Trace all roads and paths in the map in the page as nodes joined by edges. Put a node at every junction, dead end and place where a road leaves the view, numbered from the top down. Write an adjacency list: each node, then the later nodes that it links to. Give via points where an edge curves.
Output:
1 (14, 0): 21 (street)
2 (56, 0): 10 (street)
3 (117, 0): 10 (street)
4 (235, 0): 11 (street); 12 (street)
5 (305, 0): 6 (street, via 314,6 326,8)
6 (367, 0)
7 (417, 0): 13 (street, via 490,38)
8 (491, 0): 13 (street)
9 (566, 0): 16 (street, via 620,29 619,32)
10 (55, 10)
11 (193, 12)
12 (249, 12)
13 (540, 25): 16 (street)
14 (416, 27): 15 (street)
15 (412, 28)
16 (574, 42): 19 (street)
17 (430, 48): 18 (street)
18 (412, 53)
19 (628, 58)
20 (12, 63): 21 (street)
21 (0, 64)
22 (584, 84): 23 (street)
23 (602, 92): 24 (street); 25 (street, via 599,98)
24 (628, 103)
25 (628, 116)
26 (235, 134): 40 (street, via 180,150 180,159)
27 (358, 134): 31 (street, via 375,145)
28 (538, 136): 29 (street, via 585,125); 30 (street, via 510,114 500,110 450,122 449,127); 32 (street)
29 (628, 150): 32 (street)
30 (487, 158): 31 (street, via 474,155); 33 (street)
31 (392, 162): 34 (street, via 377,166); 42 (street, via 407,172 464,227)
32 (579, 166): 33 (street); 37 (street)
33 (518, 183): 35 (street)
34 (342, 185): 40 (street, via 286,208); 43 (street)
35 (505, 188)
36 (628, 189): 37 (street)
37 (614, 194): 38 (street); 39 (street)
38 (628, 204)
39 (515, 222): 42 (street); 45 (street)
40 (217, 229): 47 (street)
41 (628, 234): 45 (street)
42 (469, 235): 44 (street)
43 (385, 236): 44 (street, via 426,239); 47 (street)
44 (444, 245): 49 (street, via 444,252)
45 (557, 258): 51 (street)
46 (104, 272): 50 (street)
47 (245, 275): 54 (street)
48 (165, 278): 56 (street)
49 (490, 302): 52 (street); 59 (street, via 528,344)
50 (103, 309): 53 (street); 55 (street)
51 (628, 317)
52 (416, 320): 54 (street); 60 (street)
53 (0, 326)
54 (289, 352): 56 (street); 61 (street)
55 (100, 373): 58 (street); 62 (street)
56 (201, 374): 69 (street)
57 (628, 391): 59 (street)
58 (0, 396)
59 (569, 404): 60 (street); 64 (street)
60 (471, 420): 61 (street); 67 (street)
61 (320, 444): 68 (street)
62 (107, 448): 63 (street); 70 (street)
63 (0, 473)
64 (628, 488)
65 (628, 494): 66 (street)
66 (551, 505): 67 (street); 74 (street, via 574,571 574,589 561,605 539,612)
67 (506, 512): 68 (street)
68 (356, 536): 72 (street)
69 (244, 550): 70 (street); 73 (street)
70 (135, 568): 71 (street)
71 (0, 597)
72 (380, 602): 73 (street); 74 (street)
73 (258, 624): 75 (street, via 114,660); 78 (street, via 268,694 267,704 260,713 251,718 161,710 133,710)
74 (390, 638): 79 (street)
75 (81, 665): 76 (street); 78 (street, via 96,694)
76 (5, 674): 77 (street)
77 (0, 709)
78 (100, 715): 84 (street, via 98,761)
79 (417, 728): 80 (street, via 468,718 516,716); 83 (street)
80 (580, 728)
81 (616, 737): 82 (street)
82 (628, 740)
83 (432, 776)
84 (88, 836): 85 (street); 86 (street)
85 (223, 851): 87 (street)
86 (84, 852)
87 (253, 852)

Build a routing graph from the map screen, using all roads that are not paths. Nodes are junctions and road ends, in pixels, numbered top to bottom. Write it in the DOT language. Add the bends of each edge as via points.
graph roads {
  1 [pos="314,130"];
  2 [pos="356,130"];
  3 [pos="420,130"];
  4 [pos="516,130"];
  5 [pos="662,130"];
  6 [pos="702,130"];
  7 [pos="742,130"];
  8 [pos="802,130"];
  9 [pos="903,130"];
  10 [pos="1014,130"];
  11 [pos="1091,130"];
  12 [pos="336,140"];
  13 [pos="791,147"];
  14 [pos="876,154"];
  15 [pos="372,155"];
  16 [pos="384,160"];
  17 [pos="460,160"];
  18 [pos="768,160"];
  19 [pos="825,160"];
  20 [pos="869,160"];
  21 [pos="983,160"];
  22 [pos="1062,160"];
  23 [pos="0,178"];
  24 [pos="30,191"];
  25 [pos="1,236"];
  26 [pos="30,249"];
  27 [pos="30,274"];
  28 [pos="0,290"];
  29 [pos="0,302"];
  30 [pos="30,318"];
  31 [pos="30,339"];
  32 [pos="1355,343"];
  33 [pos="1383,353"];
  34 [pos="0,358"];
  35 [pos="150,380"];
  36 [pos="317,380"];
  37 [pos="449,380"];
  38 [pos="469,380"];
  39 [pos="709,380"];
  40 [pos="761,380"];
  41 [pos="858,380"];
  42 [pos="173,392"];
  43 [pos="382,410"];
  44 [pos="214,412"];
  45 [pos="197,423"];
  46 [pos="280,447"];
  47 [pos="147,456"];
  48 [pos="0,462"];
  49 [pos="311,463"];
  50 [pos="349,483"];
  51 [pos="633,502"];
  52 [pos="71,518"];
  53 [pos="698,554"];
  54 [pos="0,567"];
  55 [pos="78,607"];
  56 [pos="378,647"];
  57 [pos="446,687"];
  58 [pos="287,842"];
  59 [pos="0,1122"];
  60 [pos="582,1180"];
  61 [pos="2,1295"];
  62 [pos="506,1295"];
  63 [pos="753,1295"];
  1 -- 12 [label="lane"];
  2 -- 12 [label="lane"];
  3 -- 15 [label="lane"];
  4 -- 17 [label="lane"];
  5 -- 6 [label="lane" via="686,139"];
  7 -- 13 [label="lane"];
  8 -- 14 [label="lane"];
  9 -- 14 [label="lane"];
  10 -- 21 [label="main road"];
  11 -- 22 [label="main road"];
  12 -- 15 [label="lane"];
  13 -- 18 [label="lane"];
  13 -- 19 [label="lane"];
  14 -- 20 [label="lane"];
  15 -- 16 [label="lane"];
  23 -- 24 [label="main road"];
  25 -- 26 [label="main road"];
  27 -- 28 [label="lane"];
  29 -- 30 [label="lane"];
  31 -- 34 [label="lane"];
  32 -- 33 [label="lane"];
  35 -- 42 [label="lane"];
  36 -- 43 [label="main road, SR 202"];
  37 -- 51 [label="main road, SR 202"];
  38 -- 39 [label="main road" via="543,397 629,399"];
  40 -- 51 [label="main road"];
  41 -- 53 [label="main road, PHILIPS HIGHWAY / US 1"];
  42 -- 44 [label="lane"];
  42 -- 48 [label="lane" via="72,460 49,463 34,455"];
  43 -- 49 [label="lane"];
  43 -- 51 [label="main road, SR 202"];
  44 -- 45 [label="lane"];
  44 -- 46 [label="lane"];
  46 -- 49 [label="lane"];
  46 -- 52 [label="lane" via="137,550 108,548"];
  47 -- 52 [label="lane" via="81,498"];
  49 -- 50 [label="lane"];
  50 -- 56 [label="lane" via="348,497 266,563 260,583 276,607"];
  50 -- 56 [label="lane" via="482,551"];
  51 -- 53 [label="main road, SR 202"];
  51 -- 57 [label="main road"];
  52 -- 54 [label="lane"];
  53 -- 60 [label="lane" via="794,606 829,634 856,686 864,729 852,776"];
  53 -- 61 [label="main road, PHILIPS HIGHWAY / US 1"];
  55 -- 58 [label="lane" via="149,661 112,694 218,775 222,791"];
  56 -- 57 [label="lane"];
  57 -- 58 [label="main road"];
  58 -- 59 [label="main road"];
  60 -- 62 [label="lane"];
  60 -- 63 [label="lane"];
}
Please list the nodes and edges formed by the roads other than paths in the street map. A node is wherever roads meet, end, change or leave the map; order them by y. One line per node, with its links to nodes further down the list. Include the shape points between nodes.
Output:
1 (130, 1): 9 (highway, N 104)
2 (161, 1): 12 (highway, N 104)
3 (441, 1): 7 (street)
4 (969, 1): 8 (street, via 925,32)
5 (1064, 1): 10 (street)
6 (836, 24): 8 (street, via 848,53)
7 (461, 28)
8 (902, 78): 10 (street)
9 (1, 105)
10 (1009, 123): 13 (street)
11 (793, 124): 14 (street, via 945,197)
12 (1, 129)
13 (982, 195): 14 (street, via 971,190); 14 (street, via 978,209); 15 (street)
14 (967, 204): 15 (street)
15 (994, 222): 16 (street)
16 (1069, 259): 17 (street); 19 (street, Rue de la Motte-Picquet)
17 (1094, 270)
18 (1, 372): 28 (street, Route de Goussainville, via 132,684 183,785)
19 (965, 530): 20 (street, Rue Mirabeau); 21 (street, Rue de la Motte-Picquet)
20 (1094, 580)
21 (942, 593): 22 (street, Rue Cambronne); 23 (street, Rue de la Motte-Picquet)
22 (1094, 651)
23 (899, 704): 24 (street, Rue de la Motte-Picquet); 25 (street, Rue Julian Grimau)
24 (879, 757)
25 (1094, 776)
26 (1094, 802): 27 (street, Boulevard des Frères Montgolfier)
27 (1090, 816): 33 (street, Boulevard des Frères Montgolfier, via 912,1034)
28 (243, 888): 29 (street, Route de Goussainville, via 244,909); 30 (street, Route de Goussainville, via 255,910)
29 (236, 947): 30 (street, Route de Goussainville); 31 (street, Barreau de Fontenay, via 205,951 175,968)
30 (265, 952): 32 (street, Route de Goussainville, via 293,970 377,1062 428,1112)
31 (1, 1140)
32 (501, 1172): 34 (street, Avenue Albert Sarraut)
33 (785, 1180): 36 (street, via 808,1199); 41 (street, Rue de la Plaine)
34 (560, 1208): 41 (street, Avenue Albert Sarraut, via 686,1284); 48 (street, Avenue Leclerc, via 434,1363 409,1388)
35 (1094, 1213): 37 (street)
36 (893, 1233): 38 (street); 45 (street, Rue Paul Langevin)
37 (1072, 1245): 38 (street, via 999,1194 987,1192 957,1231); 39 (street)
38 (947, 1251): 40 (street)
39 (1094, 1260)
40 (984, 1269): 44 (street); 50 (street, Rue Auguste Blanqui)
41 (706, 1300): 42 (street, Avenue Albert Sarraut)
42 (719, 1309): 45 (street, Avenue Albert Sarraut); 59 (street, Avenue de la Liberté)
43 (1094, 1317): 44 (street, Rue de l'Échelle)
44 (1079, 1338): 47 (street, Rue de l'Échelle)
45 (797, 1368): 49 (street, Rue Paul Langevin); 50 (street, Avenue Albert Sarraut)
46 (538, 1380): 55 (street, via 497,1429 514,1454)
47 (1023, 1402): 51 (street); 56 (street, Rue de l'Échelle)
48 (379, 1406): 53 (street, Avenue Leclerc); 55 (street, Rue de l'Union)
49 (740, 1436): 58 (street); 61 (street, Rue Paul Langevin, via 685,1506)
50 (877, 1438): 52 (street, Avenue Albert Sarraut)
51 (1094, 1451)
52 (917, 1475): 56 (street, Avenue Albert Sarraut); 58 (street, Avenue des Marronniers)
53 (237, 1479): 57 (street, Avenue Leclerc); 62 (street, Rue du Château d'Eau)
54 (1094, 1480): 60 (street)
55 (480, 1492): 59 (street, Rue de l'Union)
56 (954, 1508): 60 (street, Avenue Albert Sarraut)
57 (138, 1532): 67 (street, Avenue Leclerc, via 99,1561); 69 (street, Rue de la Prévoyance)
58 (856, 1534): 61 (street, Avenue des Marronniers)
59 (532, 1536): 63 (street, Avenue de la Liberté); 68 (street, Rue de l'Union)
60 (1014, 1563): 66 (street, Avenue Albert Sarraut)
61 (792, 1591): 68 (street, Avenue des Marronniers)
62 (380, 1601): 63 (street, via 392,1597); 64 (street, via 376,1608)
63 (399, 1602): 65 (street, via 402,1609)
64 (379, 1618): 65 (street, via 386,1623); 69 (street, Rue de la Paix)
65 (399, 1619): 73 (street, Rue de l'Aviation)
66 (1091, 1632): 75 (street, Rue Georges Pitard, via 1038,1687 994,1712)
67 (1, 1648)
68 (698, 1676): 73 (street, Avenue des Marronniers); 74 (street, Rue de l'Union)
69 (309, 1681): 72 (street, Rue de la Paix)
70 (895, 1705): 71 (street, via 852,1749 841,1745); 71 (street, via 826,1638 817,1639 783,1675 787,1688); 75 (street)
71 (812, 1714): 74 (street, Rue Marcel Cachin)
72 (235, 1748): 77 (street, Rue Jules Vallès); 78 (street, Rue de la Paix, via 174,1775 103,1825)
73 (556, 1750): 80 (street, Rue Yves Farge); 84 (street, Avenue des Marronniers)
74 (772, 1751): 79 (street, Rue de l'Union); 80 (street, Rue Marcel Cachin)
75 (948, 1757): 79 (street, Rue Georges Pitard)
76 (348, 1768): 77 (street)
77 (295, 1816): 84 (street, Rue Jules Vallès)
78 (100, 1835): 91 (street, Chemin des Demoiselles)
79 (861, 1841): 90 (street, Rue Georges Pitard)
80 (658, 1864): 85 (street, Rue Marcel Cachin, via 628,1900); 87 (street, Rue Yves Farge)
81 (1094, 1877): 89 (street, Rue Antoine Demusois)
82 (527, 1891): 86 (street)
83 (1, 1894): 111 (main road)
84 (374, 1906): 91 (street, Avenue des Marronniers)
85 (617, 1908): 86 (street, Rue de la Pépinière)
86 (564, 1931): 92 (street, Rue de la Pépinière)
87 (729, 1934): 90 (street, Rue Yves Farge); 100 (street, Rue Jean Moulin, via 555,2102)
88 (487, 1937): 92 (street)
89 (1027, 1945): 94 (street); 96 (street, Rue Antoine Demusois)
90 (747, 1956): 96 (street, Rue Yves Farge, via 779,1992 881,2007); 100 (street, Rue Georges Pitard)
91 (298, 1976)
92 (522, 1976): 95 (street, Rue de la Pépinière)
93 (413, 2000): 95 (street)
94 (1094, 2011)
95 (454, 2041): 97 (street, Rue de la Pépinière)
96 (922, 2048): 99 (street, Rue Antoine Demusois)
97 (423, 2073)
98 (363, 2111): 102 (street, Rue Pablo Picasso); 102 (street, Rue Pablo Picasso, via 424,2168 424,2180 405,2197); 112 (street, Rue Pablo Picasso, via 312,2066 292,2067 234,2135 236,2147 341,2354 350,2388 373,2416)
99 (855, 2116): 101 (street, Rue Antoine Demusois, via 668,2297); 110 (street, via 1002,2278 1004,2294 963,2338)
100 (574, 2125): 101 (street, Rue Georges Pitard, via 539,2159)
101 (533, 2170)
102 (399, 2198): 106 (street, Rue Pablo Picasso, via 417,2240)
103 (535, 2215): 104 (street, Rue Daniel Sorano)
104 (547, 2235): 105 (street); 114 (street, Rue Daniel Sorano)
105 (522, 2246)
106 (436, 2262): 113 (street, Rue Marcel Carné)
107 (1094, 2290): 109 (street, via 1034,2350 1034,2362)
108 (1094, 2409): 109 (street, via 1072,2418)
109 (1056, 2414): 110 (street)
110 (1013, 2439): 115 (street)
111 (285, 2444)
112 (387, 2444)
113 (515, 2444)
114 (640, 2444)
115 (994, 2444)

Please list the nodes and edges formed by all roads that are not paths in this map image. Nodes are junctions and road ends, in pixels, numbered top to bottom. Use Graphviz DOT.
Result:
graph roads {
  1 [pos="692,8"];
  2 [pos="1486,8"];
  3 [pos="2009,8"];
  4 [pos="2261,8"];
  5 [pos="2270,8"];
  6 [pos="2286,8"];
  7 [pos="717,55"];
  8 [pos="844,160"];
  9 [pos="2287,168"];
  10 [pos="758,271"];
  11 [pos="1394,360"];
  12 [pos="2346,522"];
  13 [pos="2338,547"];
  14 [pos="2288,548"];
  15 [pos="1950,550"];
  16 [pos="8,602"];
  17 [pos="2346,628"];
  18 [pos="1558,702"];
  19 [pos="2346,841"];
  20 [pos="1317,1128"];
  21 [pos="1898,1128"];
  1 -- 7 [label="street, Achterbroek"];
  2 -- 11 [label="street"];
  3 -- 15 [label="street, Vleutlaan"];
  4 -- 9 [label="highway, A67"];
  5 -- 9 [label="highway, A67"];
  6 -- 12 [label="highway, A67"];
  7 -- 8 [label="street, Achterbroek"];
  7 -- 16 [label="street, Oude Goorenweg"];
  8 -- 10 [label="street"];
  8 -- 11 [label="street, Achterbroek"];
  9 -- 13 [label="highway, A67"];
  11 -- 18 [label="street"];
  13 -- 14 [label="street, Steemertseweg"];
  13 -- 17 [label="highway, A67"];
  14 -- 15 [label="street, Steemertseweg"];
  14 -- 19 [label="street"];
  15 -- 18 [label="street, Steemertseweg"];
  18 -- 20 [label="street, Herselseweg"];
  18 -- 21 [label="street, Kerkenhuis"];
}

- - -

■ Task to carry out: Note how many lines of the listing above include the word "Union", and respond with that number only.

■ Task output: 5